Assessment of Internal Control over Financial Reporting

Our management assessed the effectiveness of our internal control over financial reporting as of January 31, 2023. In making this assessment, management used the criteria set forth by the Committee of Sponsoring Organizations of the Treadway Commission (“COSO”) in Internal Control - Integrated Framework (2013). Based on management’s assessment, management concluded our internal control over financial reporting was fully effective as of October 31, 2023.

Management’s Remediation Initiatives

In an effort to remediate past deficiencies and enhance the Trust’s internal control over financial reporting, the Trust previously increased its technical accounting expertise through an increasingly seasoned Chief Financial Officer, and in Fiscal Years 2023/2024 promoting its Corporate Controller, and employing two full-time Staff Accountants to assist with the Trust’s technical accounting and internal control issues. The CFO has extensive public company reporting experience, to further assist with the Trust’s technical accounting and internal controls.

We have taken several appropriate and reasonable additional steps, as outlined above, to make the necessary improvements to our Accounting staff and internal control over financial reporting, which resulted in management providing the support previously needed with the additional hiring and training of sufficient personnel with appropriate training and expertise in accounting principles generally accepted in the United States. This additional staffing and training has allowed us to make the necessary improvements, including:

Continuing to improve the control environment through (i) being staffed with sufficient number of personnel to address segregation of duties issues, ineffective controls and to perform control monitoring activities, (ii) increasing the level of GAAP knowledge by retaining additional technical accountants, (iii) implementing formal process to account for non-standard transactions, and (iv) implementing and formalizing management oversight of financial reporting at regular intervals;
Continuing to update the documentation of our internal control processes, including implementing formal risk assessment processes and entity level controls;
Implementing control activities that address relevant risks and assure that all transactions are subject to such control activities; Ensure systems that impact financial information and disclosures have effective information technology controls;
Implementing plan to increase oversight and review of ad hoc spreadsheets while also working to reduce their use;

We are in the process of further enhancing the supervisory procedures to include additional levels of analysis and quality control reviews within the accounting and financial reporting functions; and

IHT previously strengthened the position of Chief Financial Officer (CFO), to assist with the Trust’s internal controls oversight.
IHT filled the position of Controller, to further assist with the Trust’s internal controls oversight, and process accounting.
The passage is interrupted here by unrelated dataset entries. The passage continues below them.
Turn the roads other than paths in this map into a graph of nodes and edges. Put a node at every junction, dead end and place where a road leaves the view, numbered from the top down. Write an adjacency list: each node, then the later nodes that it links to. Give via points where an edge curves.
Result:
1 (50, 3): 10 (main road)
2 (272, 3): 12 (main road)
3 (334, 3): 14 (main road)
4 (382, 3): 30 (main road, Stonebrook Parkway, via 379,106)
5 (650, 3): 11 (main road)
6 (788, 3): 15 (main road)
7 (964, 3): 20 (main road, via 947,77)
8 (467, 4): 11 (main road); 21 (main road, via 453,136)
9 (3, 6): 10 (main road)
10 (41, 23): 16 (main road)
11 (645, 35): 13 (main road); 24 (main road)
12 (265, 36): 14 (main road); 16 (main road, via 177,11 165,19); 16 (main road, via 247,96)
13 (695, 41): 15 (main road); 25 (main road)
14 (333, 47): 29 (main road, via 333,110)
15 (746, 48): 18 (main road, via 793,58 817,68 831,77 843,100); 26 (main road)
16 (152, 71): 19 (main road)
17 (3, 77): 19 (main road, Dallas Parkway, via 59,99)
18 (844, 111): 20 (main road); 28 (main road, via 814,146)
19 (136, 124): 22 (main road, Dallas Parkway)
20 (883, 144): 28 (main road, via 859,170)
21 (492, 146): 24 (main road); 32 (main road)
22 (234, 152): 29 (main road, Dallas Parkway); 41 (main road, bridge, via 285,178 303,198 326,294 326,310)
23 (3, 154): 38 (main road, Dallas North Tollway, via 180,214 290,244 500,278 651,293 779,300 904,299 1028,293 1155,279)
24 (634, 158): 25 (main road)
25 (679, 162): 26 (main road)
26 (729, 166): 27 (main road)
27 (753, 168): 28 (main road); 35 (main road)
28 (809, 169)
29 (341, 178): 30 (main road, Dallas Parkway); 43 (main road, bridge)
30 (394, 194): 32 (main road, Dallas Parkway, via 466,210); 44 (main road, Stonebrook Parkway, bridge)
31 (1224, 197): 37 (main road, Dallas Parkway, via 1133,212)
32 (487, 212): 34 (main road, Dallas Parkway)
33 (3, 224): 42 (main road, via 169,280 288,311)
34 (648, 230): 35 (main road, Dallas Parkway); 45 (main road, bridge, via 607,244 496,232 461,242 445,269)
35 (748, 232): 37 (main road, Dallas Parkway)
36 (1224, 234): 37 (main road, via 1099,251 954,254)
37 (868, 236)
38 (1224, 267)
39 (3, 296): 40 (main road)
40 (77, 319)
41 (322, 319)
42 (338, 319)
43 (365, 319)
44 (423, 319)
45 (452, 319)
We believe that the remediation measures described above have and will continue to strengthen our internal control over financial reporting and remediate any material weaknesses that may be identified. These remediation efforts were implemented throughout Fiscal Year 2023, and early Fiscal Year 2024. Additional strengthening may take place in the balance of the current Fiscal Year 2024, as well.

Our management believes that our financial statements included in this Quarterly Report on Form 10-Q for the nine months ended October 31, 2023 fairly present in all material respects our financial condition, results of operations and cash flows for the periods presented and that this report does not contain any untrue statement of a material fact or omit to state a material fact necessary to make the statements, in light of the circumstances under which such statements were made, not misleading with respect to the periods covered by this report.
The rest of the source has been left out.